In this example, we were able to find a set of input values that satisfied the boolean statement. What happens when no solution exists? Luckily for us, NP problems like boolean satisfiability are such that although finding an answer is computationally expensive, checking whether an answer is correct is computationally cheap. If a problem is unsatisfiable, no phase in the register will get flipped and no magnitude will change as a consequence of the mirror operation. Since we start with an equal superposition of all values, the final READ will give one value from the register at random. We simply need to check whether it satisfies the logical statement; if it doesn’t, we can be sure that the statement is unsatisfiable. We’ll consider this case next.

Hands-on: An Unsatisfiable 3-SAT Problem

Now let’s look at an unsatisfiable 3-SAT problem:

(a OR b) AND (NOT a OR c) AND (NOT b OR NOT c) AND (a OR c) AND b

Knowing that this is unsatisfiable, we expect that no value assignment to variables a, b, and c will be able to produce an output of 1. Let’s determine this by running the QPU routine in Example 10-4, as shown in Figure 10-11, following the same prescription as in the previous example.

Figure 10-11. An unsatisfiable 3-SAT problem

So far, so good! Figure 10-12 shows how the three qubits encoding the a, b, and c input values are transformed throughout the computation. Note that we only consider a single AA iteration, since (as we can see in the figure) its effect, or lack thereof, is clear after only one iteration.

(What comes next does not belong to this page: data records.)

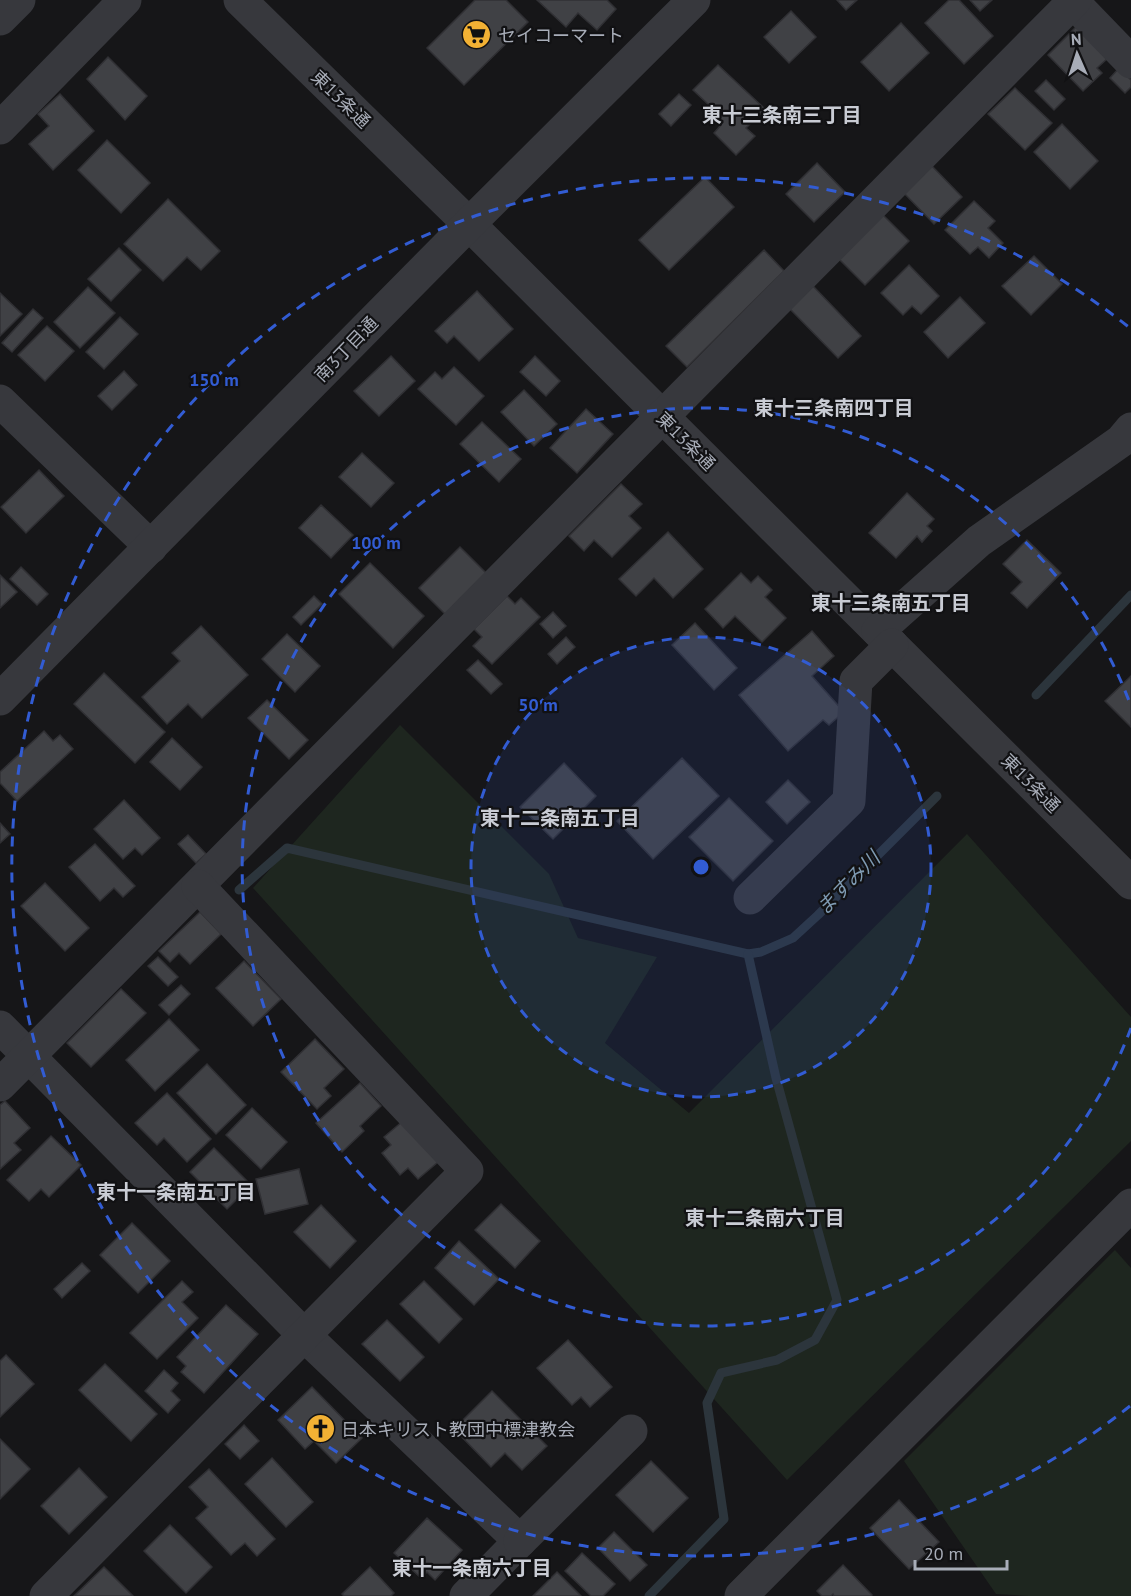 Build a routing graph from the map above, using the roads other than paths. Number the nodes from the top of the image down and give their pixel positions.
1 (19, 0) edge
2 (125, 0) edge
3 (240, 0) edge
4 (694, 0) edge
5 (1074, 1) edge
6 (0, 19) edge
7 (1131, 62) edge
8 (0, 128) edge
9 (469, 224) junction
10 (0, 400) edge
11 (663, 417) junction
12 (1131, 429) edge
13 (151, 547) junction
14 (885, 638) junction
15 (0, 699) edge
16 (1129, 877) edge
17 (198, 886) junction
18 (750, 898) dead end
19 (0, 1027) edge
20 (29, 1056) junction
21 (0, 1085) edge
22 (1131, 1205) edge
23 (304, 1335) junction
24 (631, 1431) dead end
25 (520, 1541) junction
26 (46, 1596) edge
27 (466, 1596) edge
28 (741, 1596) edge

1 - 6 street
2 - 8 street
3 - 9 street, 東13条通
4 - 9 street, 南3丁目通
5 - 7 street
5 - 11 street
9 - 11 street, 東13条通
9 - 13 street, 南3丁目通
10 - 13 street
11 - 14 street, 東13条通
11 - 17 street
12 - 14 street
13 - 15 street, 南3丁目通
14 - 16 street, 東13条通
14 - 18 street
17 - 20 street
17 - 23 street
19 - 20 street
20 - 21 street
20 - 23 street
22 - 28 street
23 - 25 street
23 - 26 street
24 - 25 street
25 - 27 street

Figure 10-12. Circle notation for an unsatisfiable 3-SAT problem

Nothing has happened! Since none of the eight possible values of the register satisfy the logical statement, no phase has been flipped with respect to any others; hence, the mirror part of the amplitude amplification iteration has equally affected all values. No matter how many AA iterations we perform, when READing these three qubits we will obtain one of the eight values completely at random.

The fact that we could equally have obtained any value on READing might make it seem like we learned nothing, but whichever of these three values for a, b, and c we READ, we can try inputting them into our boolean statement. If we obtain a 0 outcome then we can conclude (with high probability) that the logical statement is not satisfiable (otherwise we would have expected to read out the satisfying values).